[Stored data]
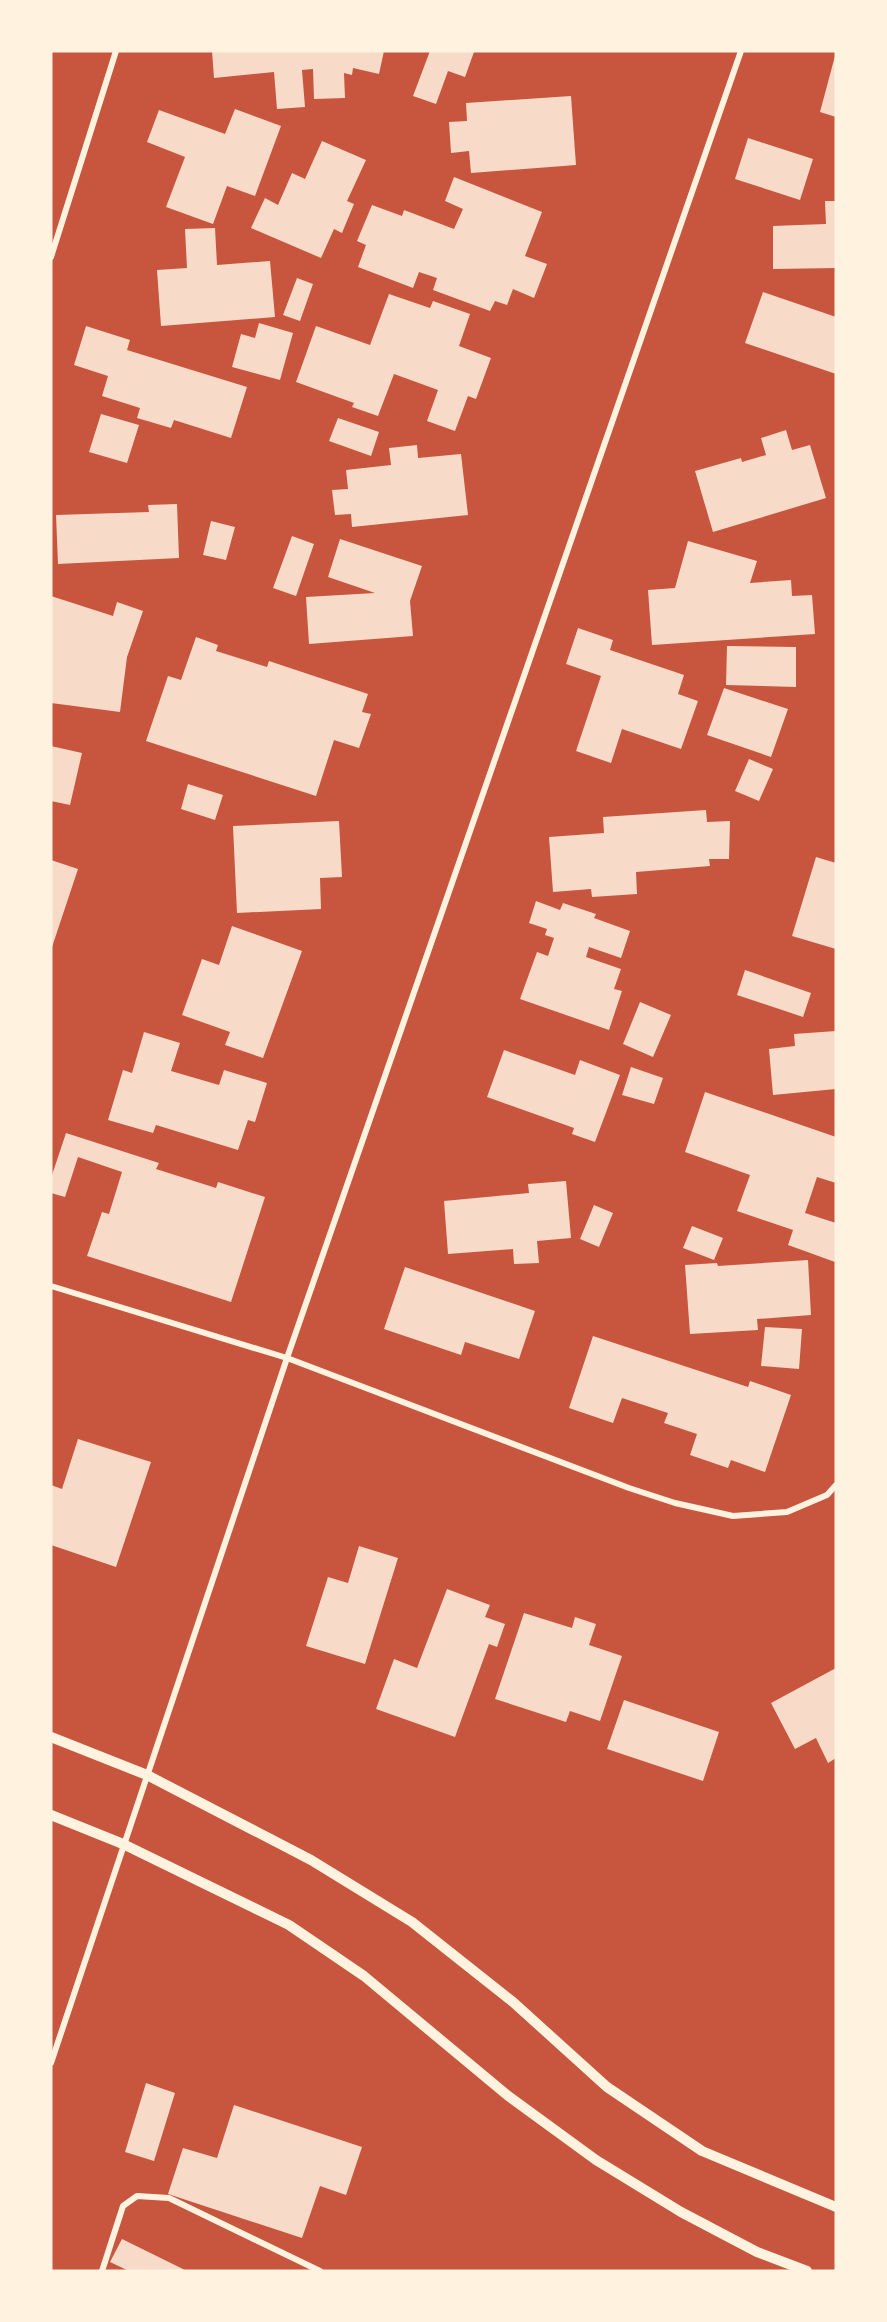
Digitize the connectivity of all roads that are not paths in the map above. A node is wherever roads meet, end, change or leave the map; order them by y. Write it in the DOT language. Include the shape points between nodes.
graph roads {
  1 [pos="116,51"];
  2 [pos="741,51"];
  3 [pos="51,257"];
  4 [pos="51,1286"];
  5 [pos="287,1358"];
  6 [pos="836,1485"];
  7 [pos="51,1737"];
  8 [pos="147,1775"];
  9 [pos="51,1815"];
  10 [pos="123,1844"];
  11 [pos="51,2063"];
  12 [pos="836,2207"];
  13 [pos="102,2271"];
  14 [pos="320,2271"];
  15 [pos="807,2271"];
  1 -- 3 [label="street"];
  2 -- 5 [label="street"];
  4 -- 5 [label="street"];
  5 -- 6 [label="street" via="675,1503 733,1516 787,1512 828,1495"];
  5 -- 8 [label="street"];
  7 -- 8 [label="street"];
  8 -- 10 [label="street"];
  8 -- 12 [label="street" via="311,1860 412,1922 513,2002 608,2087 702,2151"];
  9 -- 10 [label="street"];
  10 -- 11 [label="street"];
  10 -- 15 [label="street" via="289,1925 364,1976 507,2096 596,2160 681,2212 748,2247"];
  13 -- 14 [label="street" via="123,2206 137,2196 170,2198"];
}
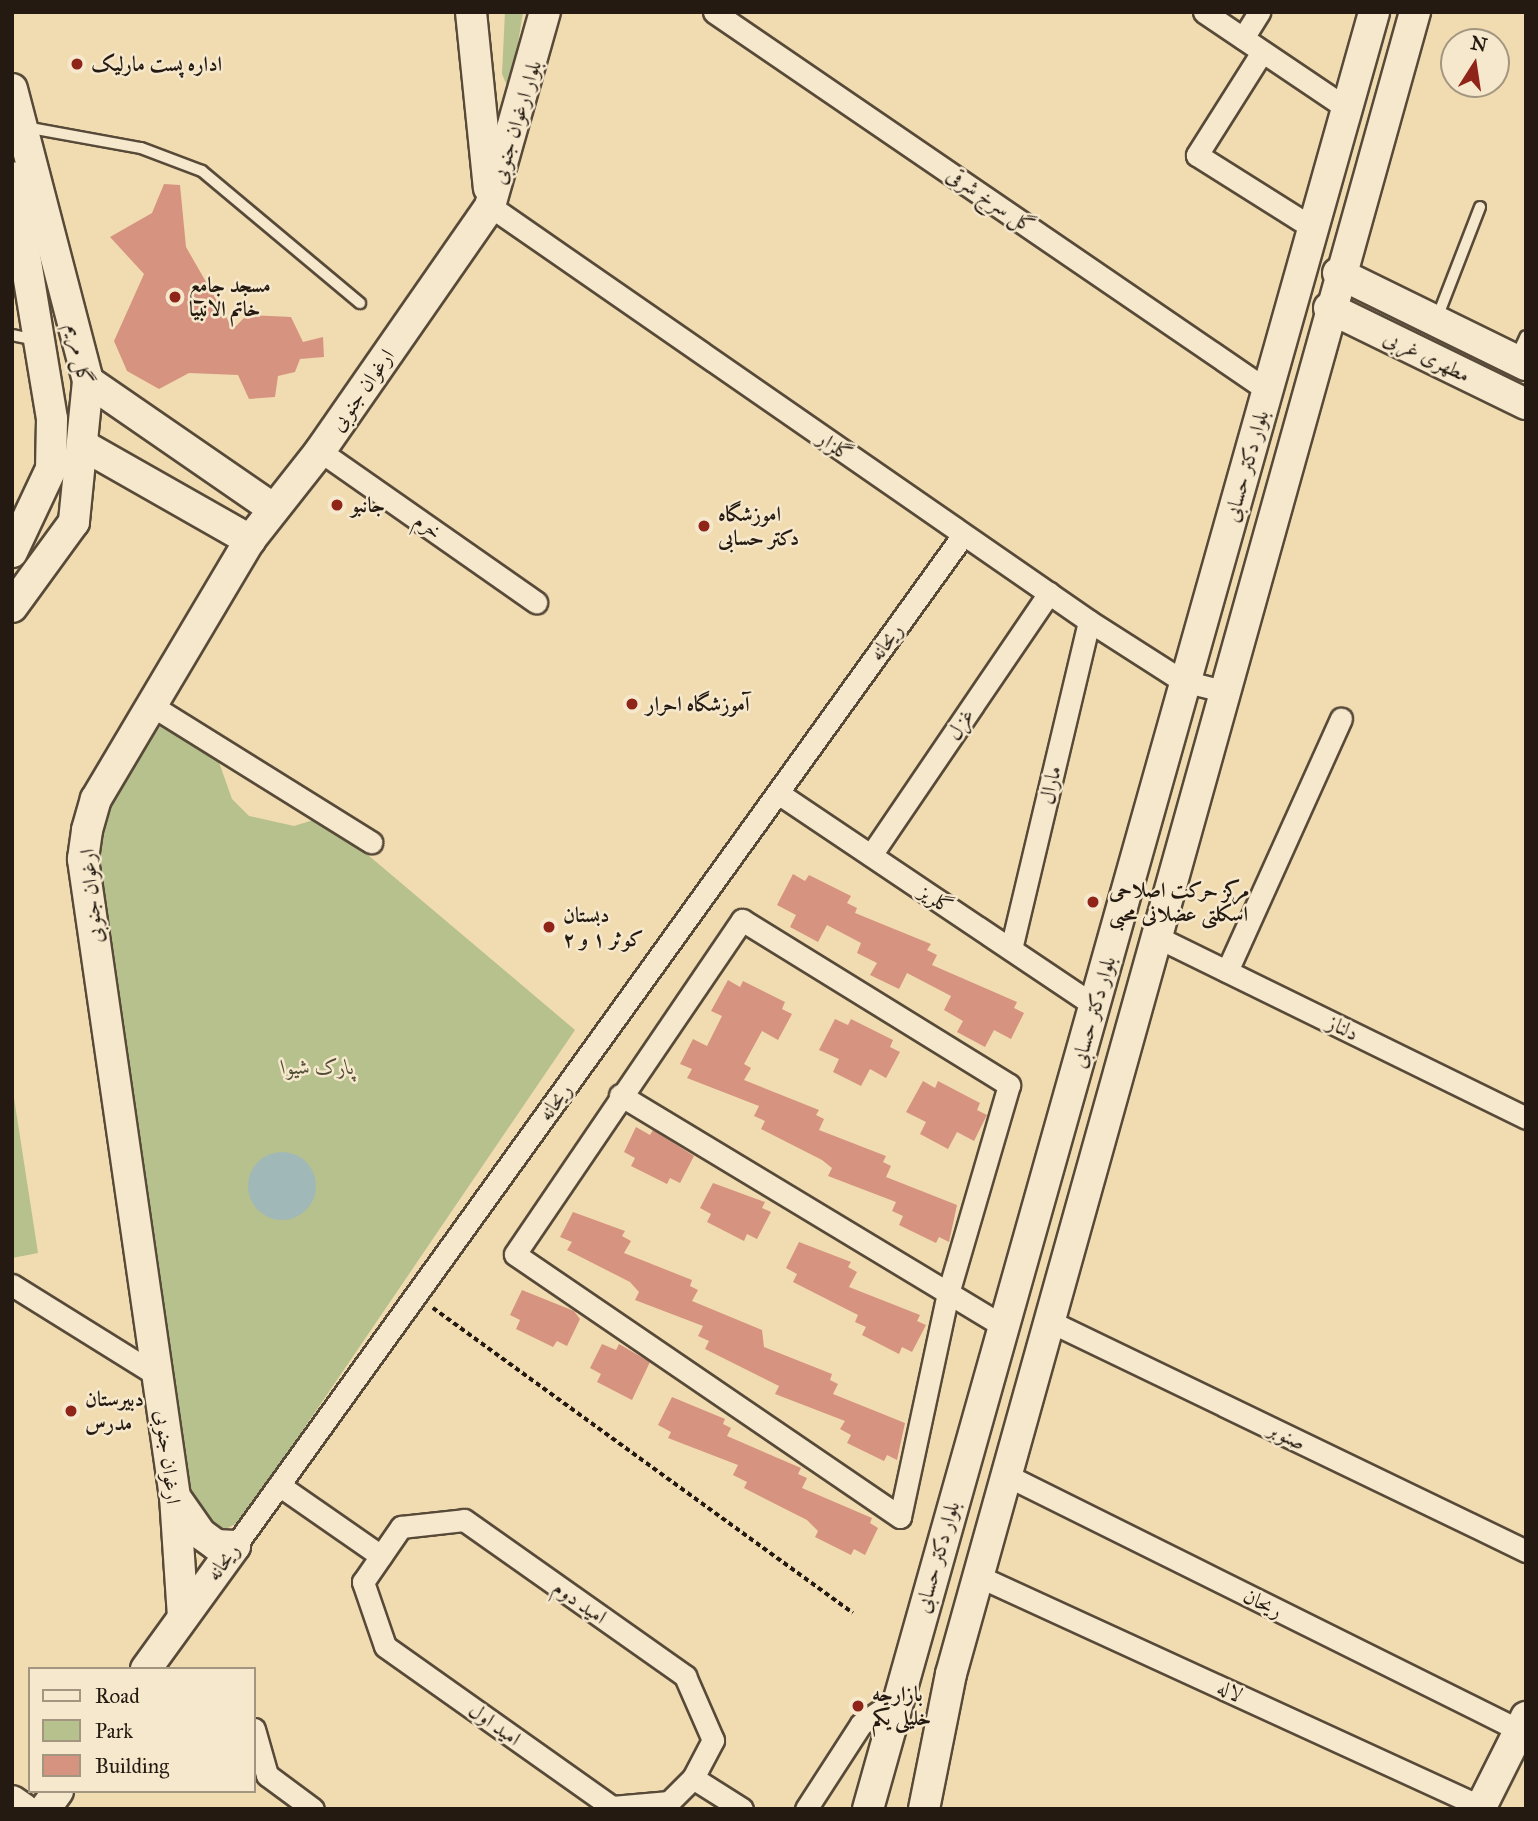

* **Task prompt**: Line by line, print the records above exactly, skipping each picture.

* **Completed exercise**:
Digitize the connectivity of all roads that are not paths in the map above. A node is wherever roads meet, end, change or leave the map; order them by y. Write it in the DOT language. Include the shape points between nodes.
graph roads {
  1 [pos="116,51"];
  2 [pos="741,51"];
  3 [pos="51,257"];
  4 [pos="51,1286"];
  5 [pos="287,1358"];
  6 [pos="836,1485"];
  7 [pos="51,1737"];
  8 [pos="147,1775"];
  9 [pos="51,1815"];
  10 [pos="123,1844"];
  11 [pos="51,2063"];
  12 [pos="836,2207"];
  13 [pos="102,2271"];
  14 [pos="320,2271"];
  15 [pos="807,2271"];
  1 -- 3 [label="street"];
  2 -- 5 [label="street"];
  4 -- 5 [label="street"];
  5 -- 6 [label="street" via="675,1503 733,1516 787,1512 828,1495"];
  5 -- 8 [label="street"];
  7 -- 8 [label="street"];
  8 -- 10 [label="street"];
  8 -- 12 [label="street" via="311,1860 412,1922 513,2002 608,2087 702,2151"];
  9 -- 10 [label="street"];
  10 -- 11 [label="street"];
  10 -- 15 [label="street" via="289,1925 364,1976 507,2096 596,2160 681,2212 748,2247"];
  13 -- 14 [label="street" via="123,2206 137,2196 170,2198"];
}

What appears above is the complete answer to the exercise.